Sì, perché edifici e infrastrutture costruiti alle pendici dell’Etna non sono in pericolo solo durante i terremoti. Un’altra minaccia alla solidità delle strutture è data appunto dalle faglie, quelle «fratture tettoniche in cui il terreno si muove in direzioni diverse», spiega Marco Neri, ricercatore e vulcanologo dell’Ingv Catania, causando gli episodi sismici a cui gli etnei sono abituati. Ma che possono essere caratterizzate anche da un lento movimento continuo che, a lungo andare, può causare la rottura delle strutture. «Se su una di queste faglie si costruisce una strada o una casa, c’è il pericolo che prima o poi si rompa».
Uno studio importante, per individuare e prevenire possibili pericoli. «Ci sono alcune aree dell’Etna – spiega Neri – in cui non ci sono faglie, zona franche. Altre, invece, sono densamente fratturate e interessate da faglie attive». In cui, come precisa il vulcanologo, il movimento del terreno si può manifestare con due diversi meccanismi. «Il primo è il classico terremoto, quando la frattura si muove in direzioni diverse e accumula energia che poi si sviluppa tutta in una volta». Oppure con il cosidetto creep asismico. Ovvero, quando «i lembi opposti della faglia si spostano con un movimento lento e continuo, che non produce terremoti, ma non per questo è meno pericoloso. Si regista uno spostamento annuale che può raggiungere anche alcuni centimetri», sottolinea. Provocando, a lungo andare, la rottura certa di tutto quello che c’è costruito sopra. «Nella zona etnea a nord del vulcano – afferma il vulcanologo – c’è una tra le faglie di questo tipo più attive del mondo. E’ caratterizzata da un movimento misto (sia sismico che asismico), è lunga più di 18 chilometri e si estende all’incirca da Piano Provenzana fino a Fondachello. L’auostrada Catania-Palermo – continua Neri – ci passa sopra e spesso devono essere effettuati degli interventi per rattoppare la rottura del terreno».

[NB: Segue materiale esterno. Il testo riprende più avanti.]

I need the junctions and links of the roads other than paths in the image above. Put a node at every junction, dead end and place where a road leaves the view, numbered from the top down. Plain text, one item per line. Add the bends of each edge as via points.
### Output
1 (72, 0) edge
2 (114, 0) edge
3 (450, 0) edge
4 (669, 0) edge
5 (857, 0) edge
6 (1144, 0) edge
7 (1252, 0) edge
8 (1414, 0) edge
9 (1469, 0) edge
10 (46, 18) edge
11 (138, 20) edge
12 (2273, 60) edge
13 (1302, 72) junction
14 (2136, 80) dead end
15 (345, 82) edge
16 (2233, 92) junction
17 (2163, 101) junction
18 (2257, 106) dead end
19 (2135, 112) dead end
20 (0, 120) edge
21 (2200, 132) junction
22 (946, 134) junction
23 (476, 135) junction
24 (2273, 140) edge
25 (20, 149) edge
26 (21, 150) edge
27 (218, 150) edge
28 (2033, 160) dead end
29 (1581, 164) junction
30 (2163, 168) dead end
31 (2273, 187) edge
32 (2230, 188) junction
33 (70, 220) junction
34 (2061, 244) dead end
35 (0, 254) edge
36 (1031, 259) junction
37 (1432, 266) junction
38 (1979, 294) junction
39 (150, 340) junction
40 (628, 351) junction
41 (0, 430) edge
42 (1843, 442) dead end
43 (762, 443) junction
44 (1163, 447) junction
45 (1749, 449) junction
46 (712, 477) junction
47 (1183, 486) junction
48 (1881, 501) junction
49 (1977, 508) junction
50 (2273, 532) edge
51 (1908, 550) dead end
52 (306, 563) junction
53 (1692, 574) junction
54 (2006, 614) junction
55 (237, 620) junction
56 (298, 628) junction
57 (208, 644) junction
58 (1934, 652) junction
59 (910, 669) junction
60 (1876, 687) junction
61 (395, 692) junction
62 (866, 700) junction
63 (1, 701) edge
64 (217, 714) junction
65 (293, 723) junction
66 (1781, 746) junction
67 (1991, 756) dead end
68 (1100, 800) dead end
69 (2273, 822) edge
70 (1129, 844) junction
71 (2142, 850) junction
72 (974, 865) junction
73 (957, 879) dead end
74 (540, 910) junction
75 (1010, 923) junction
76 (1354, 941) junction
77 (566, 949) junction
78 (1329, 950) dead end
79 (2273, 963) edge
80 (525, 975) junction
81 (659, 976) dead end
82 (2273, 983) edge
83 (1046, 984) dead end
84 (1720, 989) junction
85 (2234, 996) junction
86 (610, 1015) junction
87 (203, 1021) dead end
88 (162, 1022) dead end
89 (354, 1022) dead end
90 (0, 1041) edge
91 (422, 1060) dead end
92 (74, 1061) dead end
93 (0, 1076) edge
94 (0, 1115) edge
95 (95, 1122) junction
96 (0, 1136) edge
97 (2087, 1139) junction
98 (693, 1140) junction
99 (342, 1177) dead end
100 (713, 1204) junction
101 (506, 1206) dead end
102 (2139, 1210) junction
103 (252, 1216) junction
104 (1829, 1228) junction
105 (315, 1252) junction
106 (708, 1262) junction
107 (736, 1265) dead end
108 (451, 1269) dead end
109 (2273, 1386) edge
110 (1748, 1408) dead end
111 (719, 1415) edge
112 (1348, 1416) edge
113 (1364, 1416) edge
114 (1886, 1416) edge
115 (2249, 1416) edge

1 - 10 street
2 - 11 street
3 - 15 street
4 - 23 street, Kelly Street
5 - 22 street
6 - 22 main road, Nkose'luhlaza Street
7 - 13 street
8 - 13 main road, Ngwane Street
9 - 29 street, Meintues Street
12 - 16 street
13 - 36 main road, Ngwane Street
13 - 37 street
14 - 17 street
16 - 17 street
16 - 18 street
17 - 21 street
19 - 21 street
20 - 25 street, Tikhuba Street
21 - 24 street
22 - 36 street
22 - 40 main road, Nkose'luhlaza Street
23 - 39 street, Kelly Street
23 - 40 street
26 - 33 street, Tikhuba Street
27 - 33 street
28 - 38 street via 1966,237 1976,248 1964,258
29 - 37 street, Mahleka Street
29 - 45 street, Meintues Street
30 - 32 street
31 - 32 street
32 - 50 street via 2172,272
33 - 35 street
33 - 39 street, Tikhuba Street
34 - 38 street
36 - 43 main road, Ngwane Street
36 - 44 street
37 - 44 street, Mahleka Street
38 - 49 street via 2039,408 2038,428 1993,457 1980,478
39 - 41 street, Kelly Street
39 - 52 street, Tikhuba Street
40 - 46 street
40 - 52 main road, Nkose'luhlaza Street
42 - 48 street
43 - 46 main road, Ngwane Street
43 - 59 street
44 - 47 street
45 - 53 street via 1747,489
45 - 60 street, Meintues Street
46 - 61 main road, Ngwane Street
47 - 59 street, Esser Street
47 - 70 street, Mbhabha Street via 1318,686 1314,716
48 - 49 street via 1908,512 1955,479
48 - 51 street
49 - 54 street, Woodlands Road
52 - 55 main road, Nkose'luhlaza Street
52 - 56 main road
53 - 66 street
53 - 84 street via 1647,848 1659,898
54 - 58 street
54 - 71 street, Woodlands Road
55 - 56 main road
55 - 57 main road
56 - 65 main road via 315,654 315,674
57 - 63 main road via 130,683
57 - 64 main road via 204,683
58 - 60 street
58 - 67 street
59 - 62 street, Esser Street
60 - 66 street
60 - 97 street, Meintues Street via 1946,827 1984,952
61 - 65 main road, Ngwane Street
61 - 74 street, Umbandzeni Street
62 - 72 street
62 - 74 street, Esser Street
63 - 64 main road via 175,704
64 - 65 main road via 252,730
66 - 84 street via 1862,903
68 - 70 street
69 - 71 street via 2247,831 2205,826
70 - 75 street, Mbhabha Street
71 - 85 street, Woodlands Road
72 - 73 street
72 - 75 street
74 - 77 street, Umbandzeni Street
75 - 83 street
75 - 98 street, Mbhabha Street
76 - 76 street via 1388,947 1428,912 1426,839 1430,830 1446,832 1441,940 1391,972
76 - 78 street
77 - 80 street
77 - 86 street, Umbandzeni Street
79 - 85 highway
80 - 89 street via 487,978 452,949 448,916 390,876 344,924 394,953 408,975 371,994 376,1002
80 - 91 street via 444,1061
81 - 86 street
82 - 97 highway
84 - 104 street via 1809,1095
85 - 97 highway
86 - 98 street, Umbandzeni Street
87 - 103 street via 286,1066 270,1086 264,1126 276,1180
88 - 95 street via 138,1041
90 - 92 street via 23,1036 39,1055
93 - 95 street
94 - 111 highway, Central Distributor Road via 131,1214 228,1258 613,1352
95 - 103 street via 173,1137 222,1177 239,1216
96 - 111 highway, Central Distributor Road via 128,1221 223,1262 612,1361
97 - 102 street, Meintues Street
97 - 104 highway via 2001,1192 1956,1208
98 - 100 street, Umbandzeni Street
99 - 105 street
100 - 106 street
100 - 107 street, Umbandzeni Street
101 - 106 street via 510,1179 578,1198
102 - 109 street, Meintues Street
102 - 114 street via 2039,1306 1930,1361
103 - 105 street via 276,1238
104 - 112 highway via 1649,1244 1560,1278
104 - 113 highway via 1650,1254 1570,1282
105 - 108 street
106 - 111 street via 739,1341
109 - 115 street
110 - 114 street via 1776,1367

Un esempio di visualizzazione delle faglie georeferenziate con Google EarthIl database, e la parametrizzazione delle faglie che sta dietro alla sua realizzazione, sono stati oggetto di un articolo scientifico – firmato da Marco Neri e dai colleghi vulcanologi Giovanni Barreca e Alessandro Bonforte – pubblicato sulla rivista internazionale Journal of Volcanology and Geothermal Research. In cui – spiega una nota di presentazione – «oltre alle informazioni prettamente geografiche e geometriche di ciascuna struttura tettonica, sono stati definiti e creati per tutte le faglie tutti gli appositi campi numerici e testuali necessari per descriverne e caratterizzarne la tipologia, il movimento, la potenzialità di generare terremoti e leventuale connessione con lattività eruttiva del vulcano». Non si tratta di una ricerca giunta alla fine, ma di un «elemento aperto in cui è trasferita l’attuale conoscenza delle faglie tettoniche dell’area etnea, pronta ad essere implementata in qualsiasi momento con nuove informazioni», sottolinea il vulcanologo. In più, «attraverso specifiche interrogazioni, il database è in grado di produrre una grande varietà di mappe di pericolosità e vulnerabilità».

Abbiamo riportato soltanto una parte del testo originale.